Now, since news out of the country was mostly silent, I’ve managed to piece together that the bread riots were made up of one part European Football Game Riot (people lighting flares, turning over cars, setting garbage on fire) and two parts L.A. Race Riot (looting, tire fires, people hurling rocks at police, and the police firing rubber bullets into the crowd to disperse it). Its was nothing like the Seattle World Trade Organization Riots in 2000 because those weren’t people from Seattle, they were all hippies from Colorado and Canadians.
Back to the story. So, day three into the riots, the (formerly) communist government finds out that people have been organizing the riots using their cell phones. To find out why everybody in one of the ten poorest countries in the world has a cell phone you’ll need wait for the week on Urbanization. So the Government decides to shut down the phone networks in the entire country. They then later demanded that the cell companies (both of them) turn over all text messages in the last week. They then correlated numbers they knew with people who happen to be known members of the opposition party and threw them all in jail.
The problem is now that most cell phone users are anonymous. People buy a phone, a SIM card, and buy credit that you can find on pretty much any street corner. So the government is now demanding that these millions of anonymous users register their SIM card with the government. And this is how you have to register. Everybody in my city of 500k people is going to the only two stores in town that sells phones, paying for a piece of paper that they fill in their name, phone number, and national ID number. They then take that to a photocopy shot and have it photocopied with their national ID card and turn that in to the government. In an odd coincidence the price of a photocopy has tripled since two weeks ago when this started. But I’m sure that can be explained by the government reducing the subsidy for toner and size A4 paper. I think Christina said it best when she said, “For a country that can’t do a single thing right they’re putting bureaucracy in the one place they don’t need it.”

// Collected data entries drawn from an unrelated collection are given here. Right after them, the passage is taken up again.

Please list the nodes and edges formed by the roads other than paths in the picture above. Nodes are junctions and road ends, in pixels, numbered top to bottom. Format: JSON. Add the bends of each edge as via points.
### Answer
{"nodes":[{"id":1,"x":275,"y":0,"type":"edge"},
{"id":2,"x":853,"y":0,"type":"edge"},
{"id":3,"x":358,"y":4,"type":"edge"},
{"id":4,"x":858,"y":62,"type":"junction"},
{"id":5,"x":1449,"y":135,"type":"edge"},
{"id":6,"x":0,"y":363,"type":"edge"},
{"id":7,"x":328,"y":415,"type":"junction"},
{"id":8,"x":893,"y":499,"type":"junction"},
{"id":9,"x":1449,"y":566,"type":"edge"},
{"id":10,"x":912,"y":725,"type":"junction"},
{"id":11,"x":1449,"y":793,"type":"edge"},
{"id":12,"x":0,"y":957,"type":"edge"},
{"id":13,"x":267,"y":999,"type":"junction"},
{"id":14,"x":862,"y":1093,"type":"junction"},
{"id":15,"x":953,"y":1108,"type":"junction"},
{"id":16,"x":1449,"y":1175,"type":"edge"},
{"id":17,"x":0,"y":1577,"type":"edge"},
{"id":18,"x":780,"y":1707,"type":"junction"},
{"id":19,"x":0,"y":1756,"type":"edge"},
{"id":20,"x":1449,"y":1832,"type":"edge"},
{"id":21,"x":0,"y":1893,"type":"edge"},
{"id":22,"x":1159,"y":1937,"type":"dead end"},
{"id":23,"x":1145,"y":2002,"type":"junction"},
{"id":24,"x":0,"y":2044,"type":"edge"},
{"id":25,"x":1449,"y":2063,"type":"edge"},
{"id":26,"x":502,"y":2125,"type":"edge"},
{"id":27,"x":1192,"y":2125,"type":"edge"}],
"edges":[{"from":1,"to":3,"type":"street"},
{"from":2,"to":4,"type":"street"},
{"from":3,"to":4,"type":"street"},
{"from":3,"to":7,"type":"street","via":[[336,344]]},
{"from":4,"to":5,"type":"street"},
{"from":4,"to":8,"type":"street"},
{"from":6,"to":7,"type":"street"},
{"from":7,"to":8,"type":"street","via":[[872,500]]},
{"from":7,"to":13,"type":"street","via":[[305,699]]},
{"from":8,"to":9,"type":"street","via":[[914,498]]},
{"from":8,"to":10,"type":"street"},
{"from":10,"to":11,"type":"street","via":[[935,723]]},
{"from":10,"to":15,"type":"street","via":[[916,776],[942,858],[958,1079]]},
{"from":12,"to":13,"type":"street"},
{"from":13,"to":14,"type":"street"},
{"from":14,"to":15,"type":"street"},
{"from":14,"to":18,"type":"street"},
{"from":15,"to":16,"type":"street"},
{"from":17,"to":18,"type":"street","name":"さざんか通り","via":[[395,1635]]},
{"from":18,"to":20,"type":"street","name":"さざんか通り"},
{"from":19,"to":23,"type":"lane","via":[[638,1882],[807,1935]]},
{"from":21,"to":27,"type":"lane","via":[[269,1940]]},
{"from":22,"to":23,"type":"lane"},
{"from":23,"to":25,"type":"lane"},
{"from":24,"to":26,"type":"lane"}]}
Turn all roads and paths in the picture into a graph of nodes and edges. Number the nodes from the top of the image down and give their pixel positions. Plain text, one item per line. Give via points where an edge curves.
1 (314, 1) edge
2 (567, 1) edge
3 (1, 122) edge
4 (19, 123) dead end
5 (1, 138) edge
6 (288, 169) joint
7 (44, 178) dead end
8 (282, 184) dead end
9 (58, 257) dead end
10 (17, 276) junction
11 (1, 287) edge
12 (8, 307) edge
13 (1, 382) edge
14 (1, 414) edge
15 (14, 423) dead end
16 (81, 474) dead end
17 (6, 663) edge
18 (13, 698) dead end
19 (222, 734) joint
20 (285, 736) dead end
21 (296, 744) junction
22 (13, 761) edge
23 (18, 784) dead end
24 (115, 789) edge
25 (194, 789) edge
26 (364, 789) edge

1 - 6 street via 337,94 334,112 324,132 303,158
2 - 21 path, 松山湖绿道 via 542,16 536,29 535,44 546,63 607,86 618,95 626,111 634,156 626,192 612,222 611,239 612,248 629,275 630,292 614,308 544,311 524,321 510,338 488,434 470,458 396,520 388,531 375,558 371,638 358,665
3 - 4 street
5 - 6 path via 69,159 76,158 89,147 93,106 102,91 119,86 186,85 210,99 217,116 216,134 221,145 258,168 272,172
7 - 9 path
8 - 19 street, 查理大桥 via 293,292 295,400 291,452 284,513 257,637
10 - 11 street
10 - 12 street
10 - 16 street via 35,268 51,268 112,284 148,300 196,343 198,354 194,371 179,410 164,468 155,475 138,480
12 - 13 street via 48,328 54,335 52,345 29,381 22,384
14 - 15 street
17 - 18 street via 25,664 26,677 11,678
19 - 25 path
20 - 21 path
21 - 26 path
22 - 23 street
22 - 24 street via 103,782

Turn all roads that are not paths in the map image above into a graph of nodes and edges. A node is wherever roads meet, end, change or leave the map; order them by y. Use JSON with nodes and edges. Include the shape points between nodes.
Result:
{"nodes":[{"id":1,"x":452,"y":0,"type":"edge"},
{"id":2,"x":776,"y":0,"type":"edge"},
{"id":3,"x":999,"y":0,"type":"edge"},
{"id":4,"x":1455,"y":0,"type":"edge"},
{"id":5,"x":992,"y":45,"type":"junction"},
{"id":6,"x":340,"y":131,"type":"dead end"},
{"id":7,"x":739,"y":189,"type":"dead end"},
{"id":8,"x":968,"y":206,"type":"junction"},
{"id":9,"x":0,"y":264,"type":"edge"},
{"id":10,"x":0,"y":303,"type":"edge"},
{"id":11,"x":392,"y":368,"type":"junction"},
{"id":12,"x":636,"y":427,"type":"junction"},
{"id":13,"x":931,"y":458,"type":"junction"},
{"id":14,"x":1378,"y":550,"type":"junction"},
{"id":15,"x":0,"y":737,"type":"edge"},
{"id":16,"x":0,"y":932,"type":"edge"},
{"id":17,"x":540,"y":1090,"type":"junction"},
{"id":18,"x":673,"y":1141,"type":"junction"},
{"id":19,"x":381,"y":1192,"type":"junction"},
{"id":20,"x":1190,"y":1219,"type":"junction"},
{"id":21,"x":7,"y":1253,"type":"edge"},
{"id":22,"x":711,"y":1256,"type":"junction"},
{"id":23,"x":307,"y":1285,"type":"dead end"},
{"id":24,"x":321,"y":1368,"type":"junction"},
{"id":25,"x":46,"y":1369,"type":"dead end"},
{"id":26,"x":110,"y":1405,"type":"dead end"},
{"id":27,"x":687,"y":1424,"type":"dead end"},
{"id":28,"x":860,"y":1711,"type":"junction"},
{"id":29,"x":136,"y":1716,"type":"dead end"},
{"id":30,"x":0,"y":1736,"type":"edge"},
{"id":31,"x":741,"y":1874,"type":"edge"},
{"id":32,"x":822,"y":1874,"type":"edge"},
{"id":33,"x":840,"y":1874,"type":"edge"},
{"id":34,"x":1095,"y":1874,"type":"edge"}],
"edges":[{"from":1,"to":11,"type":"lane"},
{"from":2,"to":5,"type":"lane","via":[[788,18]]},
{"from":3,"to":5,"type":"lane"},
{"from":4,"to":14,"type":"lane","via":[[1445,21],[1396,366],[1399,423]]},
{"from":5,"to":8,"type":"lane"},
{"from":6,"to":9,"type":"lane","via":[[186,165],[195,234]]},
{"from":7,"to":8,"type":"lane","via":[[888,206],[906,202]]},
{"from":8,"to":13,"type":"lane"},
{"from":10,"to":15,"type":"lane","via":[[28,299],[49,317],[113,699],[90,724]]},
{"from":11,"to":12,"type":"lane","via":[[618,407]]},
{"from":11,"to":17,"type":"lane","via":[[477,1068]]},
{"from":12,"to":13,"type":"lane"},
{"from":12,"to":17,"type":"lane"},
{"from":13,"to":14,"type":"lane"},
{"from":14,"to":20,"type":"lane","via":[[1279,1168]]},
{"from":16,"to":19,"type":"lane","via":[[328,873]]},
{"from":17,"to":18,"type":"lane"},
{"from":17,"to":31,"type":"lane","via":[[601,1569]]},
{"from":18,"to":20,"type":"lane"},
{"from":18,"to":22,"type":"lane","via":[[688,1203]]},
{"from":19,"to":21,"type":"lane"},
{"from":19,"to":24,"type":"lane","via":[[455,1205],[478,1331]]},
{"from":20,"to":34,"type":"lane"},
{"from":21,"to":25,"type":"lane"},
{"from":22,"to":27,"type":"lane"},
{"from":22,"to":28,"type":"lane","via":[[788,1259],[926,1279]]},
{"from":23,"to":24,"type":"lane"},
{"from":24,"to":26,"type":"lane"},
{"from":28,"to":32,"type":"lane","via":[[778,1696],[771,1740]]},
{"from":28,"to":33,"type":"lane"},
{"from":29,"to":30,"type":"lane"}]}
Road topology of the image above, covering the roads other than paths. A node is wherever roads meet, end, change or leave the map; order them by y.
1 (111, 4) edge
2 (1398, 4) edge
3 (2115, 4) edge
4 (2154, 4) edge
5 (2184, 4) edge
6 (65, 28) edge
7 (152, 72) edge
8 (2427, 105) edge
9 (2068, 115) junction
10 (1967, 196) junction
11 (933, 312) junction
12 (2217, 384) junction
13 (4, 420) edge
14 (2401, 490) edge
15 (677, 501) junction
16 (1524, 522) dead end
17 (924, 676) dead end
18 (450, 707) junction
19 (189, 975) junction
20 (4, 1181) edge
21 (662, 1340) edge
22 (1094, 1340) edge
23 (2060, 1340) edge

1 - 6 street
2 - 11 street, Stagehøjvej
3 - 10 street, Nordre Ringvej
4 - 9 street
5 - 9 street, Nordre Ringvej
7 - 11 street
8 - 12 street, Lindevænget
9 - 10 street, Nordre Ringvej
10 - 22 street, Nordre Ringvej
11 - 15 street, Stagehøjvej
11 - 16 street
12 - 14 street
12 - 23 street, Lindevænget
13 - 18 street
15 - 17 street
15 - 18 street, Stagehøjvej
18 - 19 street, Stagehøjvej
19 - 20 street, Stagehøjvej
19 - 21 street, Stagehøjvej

Back to those riots, the government was threatening to raise the price of bread by 30%. In the four days of riots (which took place in only two cities) a confirmed ten people died. This is because, supposedly, the police were using live ammunition to quell the rioters. I’m not saying that in the sense that countless people dies, but they found 10 people dead. And I bet only three of you reading this knew that any of this even happened. Meanwhile, France was in the top of the headlines because people are on strike because they are raising the retirement age by two years. In a country where people can’t afford bread and work till they die at the ripe old age of 45, France’s protest look pretty petty from where I'm sitting.